Every line of the listing that holds the word "Indah" should be returned.

**GIVEN INFORMATION**
Segment Open

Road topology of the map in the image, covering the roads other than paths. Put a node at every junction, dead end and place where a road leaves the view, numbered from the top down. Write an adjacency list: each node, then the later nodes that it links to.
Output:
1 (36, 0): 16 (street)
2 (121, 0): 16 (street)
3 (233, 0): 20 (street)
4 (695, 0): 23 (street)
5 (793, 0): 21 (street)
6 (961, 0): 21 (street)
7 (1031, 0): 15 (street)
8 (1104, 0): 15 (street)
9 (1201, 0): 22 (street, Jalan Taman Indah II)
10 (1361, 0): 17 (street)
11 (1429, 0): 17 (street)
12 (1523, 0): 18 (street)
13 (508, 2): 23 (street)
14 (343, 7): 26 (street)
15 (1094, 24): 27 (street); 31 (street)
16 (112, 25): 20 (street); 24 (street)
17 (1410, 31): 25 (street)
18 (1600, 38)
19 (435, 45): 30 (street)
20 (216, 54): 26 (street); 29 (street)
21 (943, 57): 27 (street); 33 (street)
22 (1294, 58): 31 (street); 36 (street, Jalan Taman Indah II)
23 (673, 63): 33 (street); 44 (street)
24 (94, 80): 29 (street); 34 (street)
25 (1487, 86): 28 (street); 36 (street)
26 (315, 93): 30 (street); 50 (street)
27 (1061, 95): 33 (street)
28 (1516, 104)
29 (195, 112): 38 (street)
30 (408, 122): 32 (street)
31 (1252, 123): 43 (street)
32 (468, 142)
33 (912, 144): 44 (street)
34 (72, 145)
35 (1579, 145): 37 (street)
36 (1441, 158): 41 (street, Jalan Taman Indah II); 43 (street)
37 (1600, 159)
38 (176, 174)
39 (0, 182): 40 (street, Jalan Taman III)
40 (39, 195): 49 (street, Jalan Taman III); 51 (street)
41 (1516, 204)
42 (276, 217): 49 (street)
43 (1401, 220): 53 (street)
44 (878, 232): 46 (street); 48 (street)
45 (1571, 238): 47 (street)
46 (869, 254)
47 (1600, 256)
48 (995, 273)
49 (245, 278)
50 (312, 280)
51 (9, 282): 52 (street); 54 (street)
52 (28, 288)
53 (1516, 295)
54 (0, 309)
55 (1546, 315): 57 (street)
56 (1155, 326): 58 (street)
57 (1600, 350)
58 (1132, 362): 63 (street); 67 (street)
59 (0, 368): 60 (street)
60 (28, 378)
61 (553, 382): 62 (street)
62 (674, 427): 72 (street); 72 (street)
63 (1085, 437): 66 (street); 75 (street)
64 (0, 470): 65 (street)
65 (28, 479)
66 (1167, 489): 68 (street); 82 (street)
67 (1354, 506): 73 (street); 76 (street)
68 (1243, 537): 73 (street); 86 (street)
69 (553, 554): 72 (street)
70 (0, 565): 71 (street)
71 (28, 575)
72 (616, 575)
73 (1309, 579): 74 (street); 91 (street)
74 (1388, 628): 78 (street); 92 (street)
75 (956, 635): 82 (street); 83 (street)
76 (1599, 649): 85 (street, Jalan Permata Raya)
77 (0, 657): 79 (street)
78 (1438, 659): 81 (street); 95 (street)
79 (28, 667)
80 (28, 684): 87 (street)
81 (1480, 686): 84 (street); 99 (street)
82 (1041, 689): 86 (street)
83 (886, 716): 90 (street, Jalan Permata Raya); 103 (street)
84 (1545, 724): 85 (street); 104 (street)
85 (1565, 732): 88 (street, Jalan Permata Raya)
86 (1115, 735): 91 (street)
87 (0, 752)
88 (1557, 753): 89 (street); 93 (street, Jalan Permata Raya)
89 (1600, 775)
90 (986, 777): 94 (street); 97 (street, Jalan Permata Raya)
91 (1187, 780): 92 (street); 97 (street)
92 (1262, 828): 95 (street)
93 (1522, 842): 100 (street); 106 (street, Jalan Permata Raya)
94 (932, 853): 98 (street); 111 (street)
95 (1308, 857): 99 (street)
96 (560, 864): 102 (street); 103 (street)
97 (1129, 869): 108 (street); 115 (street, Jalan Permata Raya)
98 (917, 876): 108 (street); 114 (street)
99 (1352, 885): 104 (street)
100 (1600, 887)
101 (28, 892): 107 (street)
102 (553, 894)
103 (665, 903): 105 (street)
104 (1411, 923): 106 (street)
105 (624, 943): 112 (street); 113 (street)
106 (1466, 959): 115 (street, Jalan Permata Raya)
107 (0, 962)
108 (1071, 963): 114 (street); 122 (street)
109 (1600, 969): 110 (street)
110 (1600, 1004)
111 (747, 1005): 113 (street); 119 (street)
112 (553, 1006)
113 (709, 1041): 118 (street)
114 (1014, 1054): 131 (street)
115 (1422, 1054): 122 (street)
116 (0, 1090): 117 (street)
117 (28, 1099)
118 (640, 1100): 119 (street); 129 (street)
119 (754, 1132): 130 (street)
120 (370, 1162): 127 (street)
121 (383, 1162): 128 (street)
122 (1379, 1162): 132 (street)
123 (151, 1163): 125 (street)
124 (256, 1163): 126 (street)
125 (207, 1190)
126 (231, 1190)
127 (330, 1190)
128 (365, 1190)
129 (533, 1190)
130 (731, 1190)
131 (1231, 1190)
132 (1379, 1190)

Segment Closed

**WRITTEN RESPONSE**
9 (1201, 0): 22 (street, Jalan Taman Indah II)
22 (1294, 58): 31 (street); 36 (street, Jalan Taman Indah II)
36 (1441, 158): 41 (street, Jalan Taman Indah II); 43 (street)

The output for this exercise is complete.